Pre-steady-state kinetics and solvent isotope effects support the "billiard-type" transport mechanism in Na+-translocating pyrophosphatase

Abstract

Membrane-bound pyrophosphatase (mPPase) found in microbes and plants is a membrane H+ pump that transports the H+ ion generated in coupled pyrophosphate hydrolysis out of the cytoplasm. Certain bacterial and archaeal mPPases can in parallel transport Na+ via a hypothetical "billiard-type" mechanism, also involving the hydrolysis-generated proton. Here, we present the functional evidence supporting this coupling mechanism. Rapid-quench and pulse-chase measurements with [P-32]pyrophosphate indicated that the chemical step (pyrophosphate hydrolysis) is rate-limiting in mPPase catalysis and is preceded by a fast isomerization of the enzyme-substrate complex.

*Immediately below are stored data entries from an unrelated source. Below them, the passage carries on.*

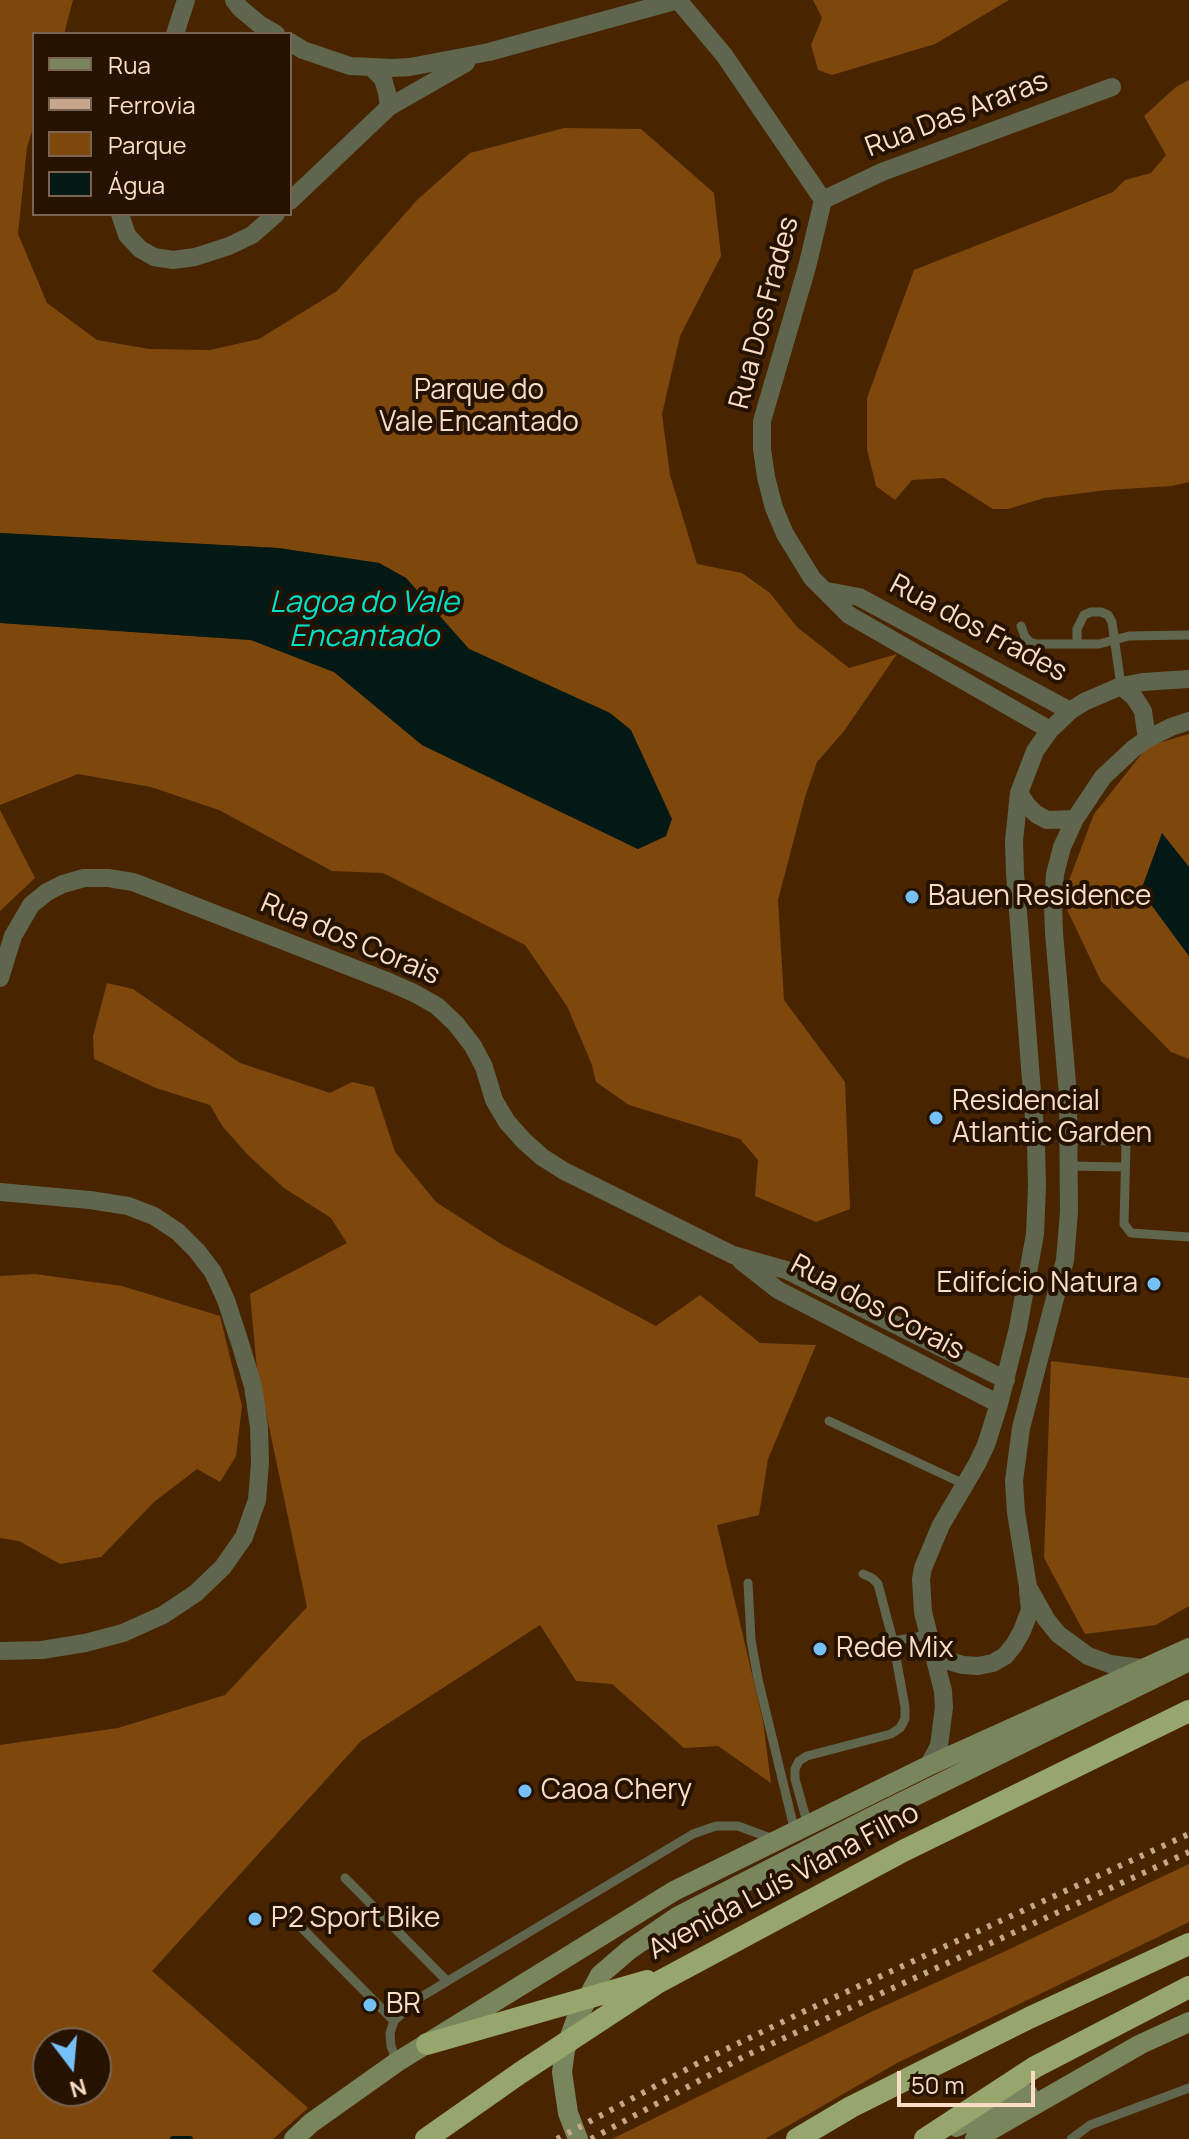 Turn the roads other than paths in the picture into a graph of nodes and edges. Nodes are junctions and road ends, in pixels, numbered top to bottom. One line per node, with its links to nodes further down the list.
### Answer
1 (234, 0): 5 (street)
2 (678, 0): 7 (street, Rua Dos Frades); 12 (street, Rua Dos Frades)
3 (190, 2): 4 (street)
4 (176, 32)
5 (273, 32)
6 (292, 43): 8 (street, Rua Dos Frades)
7 (489, 52): 8 (street, Rua Dos Frades); 10 (street)
8 (372, 68): 10 (street)
9 (1112, 87): 12 (street, Rua Das Araras)
10 (389, 107): 11 (street)
11 (292, 199)
12 (823, 200): 15 (street, Rua Dos Frades)
13 (121, 216): 14 (street)
14 (274, 216)
15 (827, 591): 16 (street, Rua Dos Frades); 17 (street, Rua Dos Frades)
16 (859, 597): 18 (street, Rua dos Frades)
17 (849, 615): 22 (street, Rua dos Frades)
18 (911, 625): 22 (street); 26 (street, Rua dos Frades)
19 (1021, 626): 23 (lane)
20 (1189, 635): 21 (lane)
21 (1114, 640): 23 (lane); 23 (lane); 25 (lane)
22 (900, 644): 28 (street, Rua dos Frades)
23 (1077, 644)
24 (1189, 679): 25 (street)
25 (1121, 686): 26 (street); 29 (street)
26 (1070, 711): 28 (street)
27 (1189, 721): 29 (street)
28 (1050, 730): 30 (street)
29 (1147, 739): 31 (street)
30 (1019, 793): 31 (street); 41 (street)
31 (1075, 819): 33 (street)
32 (0, 978): 38 (street, Rua dos Corais)
33 (1070, 1140): 34 (street); 35 (lane)
34 (1070, 1166): 35 (lane); 47 (street)
35 (1124, 1167): 37 (lane)
36 (0, 1192): 51 (street)
37 (1189, 1237)
38 (733, 1255): 39 (street, Rua dos Corais); 40 (street, Rua dos Corais)
39 (841, 1297): 40 (street); 41 (street, Rua dos Corais)
40 (831, 1317): 42 (street, Rua dos Corais)
41 (1006, 1380): 42 (street)
42 (999, 1404): 44 (street)
43 (829, 1421): 44 (lane)
44 (966, 1485): 49 (street)
45 (863, 1574): 48 (lane)
46 (748, 1583): 55 (lane)
47 (1028, 1587): 49 (street); 53 (street)
48 (893, 1641): 49 (lane); 58 (lane)
49 (931, 1643): 57 (street)
50 (1189, 1648): 53 (main road, Avenida Luís Viana Filho)
51 (0, 1651)
52 (1189, 1661): 73 (main road)
53 (1142, 1668): 57 (main road, Avenida Luís Viana Filho)
54 (770, 1683): 55 (lane)
55 (759, 1686): 58 (lane)
56 (1189, 1711): 62 (highway, Avenida Luís Viana Filho)
57 (928, 1766): 58 (main road, Avenida Luís Viana Filho)
58 (793, 1832): 63 (lane); 67 (main road, Avenida Luís Viana Filho)
59 (345, 1878): 63 (lane)
60 (289, 1915): 65 (lane)
61 (1189, 1944): 74 (highway)
62 (675, 1973): 67 (highway); 72 (highway, Avenida Luís Viana Filho)
63 (447, 1981): 65 (lane)
64 (1189, 1987): 75 (highway)
65 (394, 2021): 69 (lane)
66 (1189, 2022): 68 (main road)
67 (427, 2044): 69 (main road, Avenida Luís Viana Filho)
68 (1141, 2044): 75 (main road); 76 (main road)
69 (397, 2062): 71 (main road, Avenida Luís Viana Filho)
70 (1189, 2088): 77 (lane)
71 (294, 2139)
72 (426, 2139)
73 (578, 2139)
74 (797, 2139)
75 (928, 2139)
76 (975, 2139)
77 (1071, 2139)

Na+, whose binding is a prerequisite for the hydrolysis step, is not required for substrate binding. Replacement of H2O with D2O decreased the rates of pyrophosphate hydrolysis by both Na+- and H+-transporting bacterial mPPases, the effect being more significant than with a non-transporting soluble pyrophosphatase. We also show that the Na+-pumping mPPase of Thermotoga maritima resembles other dimeric mPPases in demonstrating negative kinetic cooperativity and the requirement for general acid catalysis. The findings point to a crucial role for the hydrolysis-generated proton both in H+-pumping and Na+-pumping by mPPases.